— Your assignment —
Select every line below containing the word "Left".

Task input Block Start

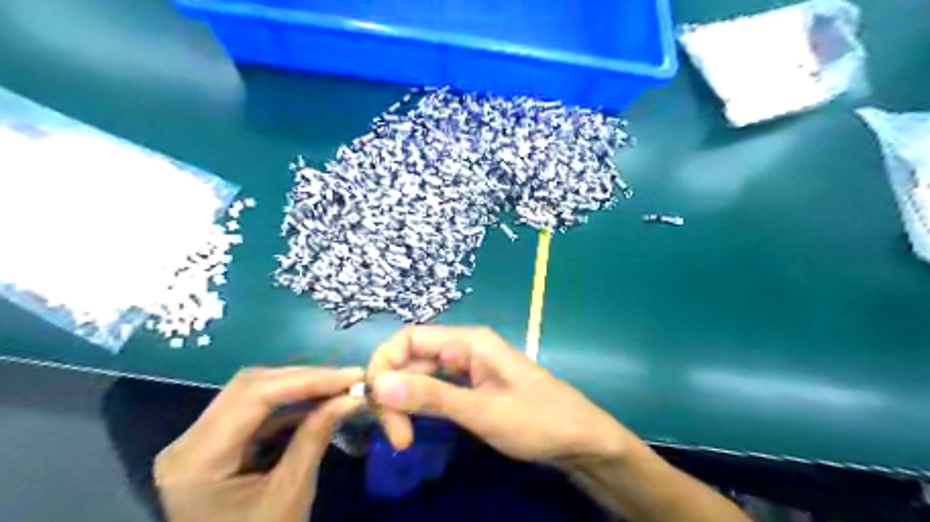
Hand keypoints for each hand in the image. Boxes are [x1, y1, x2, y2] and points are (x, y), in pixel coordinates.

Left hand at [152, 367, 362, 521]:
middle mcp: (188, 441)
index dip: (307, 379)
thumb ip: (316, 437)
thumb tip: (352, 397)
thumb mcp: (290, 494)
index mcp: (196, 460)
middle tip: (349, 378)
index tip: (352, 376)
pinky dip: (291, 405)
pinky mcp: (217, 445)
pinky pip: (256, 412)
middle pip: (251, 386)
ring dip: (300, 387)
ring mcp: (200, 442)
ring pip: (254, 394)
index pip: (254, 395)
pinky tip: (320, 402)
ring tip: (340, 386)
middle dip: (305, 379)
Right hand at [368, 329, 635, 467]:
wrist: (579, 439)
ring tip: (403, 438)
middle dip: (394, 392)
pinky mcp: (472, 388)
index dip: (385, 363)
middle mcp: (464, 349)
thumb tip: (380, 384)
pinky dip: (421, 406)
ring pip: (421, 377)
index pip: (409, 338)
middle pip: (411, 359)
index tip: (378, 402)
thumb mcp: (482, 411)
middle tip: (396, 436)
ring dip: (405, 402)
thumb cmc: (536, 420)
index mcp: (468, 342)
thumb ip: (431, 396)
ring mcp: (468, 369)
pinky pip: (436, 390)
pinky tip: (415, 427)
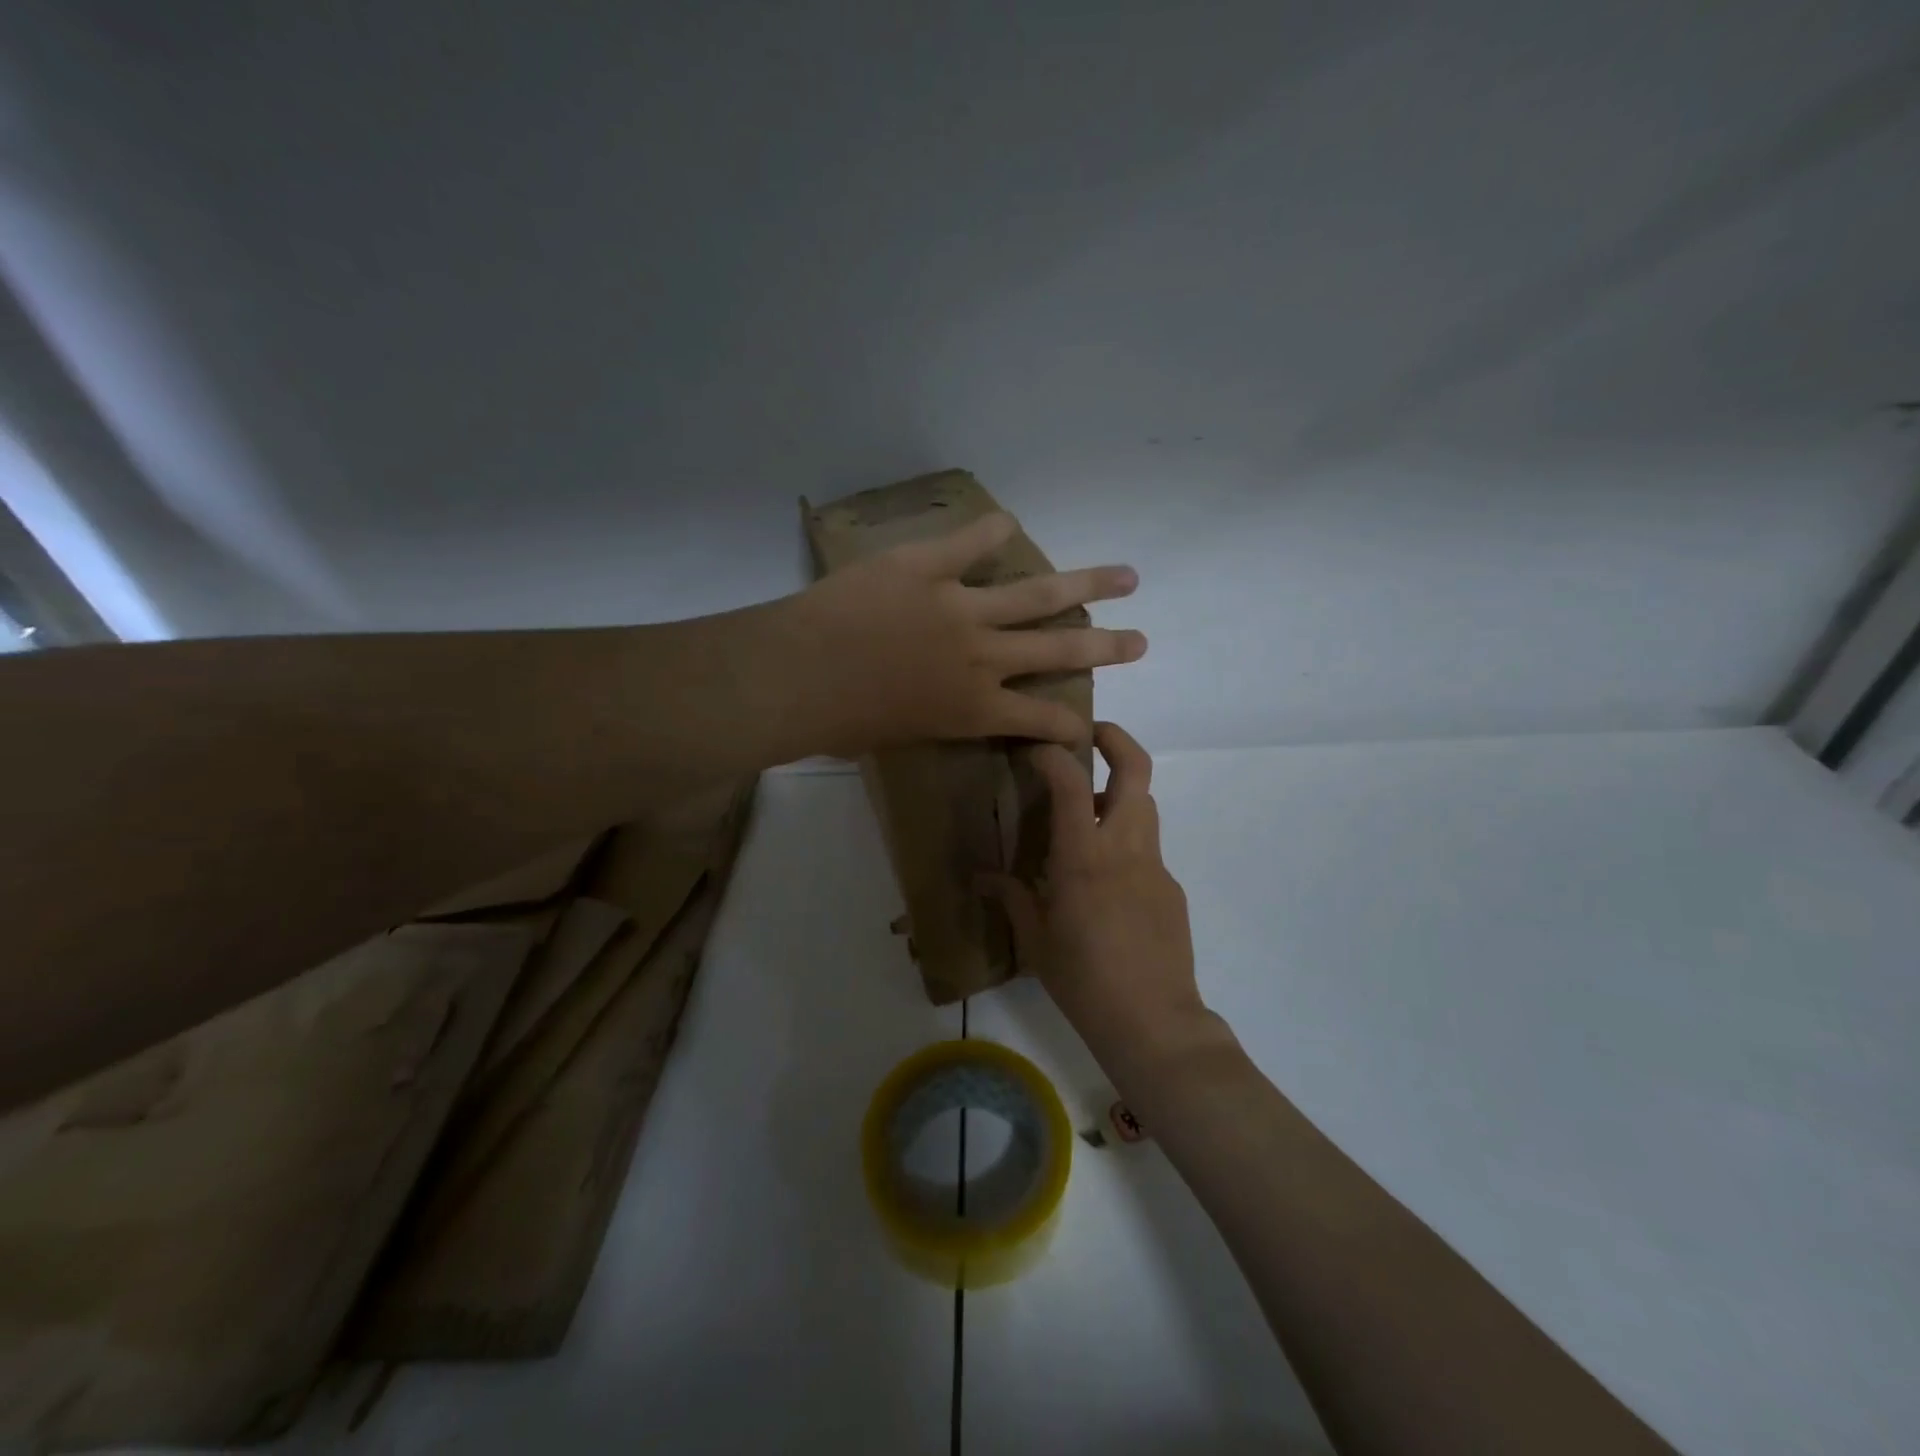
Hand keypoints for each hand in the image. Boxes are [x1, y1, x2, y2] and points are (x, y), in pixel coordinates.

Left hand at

Task input Block End
Task input Block Start

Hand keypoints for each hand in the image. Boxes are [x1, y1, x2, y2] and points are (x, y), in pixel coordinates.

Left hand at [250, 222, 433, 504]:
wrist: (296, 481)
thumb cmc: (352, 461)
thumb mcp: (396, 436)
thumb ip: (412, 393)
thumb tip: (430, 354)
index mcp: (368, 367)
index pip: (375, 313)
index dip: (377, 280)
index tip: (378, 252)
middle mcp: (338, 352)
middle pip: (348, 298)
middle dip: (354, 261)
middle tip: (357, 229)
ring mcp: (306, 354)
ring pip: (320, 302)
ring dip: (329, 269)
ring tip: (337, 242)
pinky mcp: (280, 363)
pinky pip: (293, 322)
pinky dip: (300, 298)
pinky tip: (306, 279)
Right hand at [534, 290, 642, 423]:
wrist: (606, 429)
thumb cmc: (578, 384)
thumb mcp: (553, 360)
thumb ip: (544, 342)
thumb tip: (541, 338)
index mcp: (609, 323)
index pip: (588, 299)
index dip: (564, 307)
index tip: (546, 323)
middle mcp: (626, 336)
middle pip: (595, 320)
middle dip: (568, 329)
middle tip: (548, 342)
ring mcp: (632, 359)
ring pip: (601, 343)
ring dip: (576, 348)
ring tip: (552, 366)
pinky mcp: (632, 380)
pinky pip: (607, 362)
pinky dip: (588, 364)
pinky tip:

Task input Block End

— Response to the task —
Left hand at [152, 367, 362, 521]:
Left hand at
Left hand at [250, 222, 433, 504]:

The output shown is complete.